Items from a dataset
|---|
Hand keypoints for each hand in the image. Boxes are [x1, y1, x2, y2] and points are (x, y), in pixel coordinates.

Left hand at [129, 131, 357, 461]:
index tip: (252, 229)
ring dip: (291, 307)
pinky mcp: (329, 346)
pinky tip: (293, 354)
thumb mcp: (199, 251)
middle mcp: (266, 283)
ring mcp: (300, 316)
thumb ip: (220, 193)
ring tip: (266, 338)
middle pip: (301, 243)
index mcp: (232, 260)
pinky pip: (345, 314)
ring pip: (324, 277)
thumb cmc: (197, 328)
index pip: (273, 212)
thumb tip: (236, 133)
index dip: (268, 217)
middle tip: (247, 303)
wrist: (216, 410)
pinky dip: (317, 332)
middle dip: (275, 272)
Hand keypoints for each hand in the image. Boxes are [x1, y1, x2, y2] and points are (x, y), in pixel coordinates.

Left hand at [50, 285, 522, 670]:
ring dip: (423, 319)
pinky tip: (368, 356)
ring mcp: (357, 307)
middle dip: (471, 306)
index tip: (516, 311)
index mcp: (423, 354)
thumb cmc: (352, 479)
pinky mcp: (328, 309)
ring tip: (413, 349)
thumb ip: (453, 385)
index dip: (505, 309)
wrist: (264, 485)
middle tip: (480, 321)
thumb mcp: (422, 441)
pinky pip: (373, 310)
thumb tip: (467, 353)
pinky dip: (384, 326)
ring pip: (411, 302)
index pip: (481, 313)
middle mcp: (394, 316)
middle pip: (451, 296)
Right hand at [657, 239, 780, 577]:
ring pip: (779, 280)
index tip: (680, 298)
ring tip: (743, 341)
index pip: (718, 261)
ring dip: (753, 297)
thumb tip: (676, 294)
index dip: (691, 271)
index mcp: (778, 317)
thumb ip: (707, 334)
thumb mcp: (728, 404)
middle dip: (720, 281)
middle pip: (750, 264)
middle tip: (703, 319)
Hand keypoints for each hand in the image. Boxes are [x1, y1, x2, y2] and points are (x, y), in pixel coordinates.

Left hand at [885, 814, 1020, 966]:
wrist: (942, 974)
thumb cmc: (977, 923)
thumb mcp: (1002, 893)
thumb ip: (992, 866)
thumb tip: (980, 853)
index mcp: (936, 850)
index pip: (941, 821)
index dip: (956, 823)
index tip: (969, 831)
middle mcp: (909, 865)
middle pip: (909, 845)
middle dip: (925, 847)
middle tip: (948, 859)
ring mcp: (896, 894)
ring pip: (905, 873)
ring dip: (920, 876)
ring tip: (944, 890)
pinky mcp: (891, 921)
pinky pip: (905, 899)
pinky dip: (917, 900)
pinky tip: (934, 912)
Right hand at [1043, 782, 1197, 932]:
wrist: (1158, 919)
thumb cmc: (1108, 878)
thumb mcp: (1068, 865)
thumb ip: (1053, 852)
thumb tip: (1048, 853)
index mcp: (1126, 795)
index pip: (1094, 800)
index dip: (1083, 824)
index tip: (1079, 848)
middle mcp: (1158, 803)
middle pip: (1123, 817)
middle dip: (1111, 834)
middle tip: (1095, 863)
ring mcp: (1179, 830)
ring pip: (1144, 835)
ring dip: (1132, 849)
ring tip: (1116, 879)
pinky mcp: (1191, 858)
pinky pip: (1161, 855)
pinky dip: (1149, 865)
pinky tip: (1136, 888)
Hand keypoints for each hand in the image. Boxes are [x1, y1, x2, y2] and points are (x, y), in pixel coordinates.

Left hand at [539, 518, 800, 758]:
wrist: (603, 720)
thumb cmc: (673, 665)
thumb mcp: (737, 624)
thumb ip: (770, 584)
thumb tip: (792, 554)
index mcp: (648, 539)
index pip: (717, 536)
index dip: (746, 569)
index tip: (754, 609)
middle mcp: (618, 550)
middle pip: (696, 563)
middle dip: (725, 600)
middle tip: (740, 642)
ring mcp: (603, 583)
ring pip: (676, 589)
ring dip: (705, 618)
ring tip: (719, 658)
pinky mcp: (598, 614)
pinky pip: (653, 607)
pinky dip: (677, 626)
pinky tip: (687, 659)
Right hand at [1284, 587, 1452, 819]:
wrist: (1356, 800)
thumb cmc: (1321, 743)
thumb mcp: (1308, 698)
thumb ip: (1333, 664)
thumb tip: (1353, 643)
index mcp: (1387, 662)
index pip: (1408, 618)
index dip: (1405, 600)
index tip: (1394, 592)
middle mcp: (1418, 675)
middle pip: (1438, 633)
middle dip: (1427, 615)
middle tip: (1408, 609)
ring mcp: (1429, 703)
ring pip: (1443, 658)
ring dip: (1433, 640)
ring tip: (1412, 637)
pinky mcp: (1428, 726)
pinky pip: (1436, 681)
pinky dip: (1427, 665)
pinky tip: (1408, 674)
|---|
● WORK ORDER: Determine the number of lines in the entries that contain "Left", then write that number alone.

● YOUR SOLUTION: 4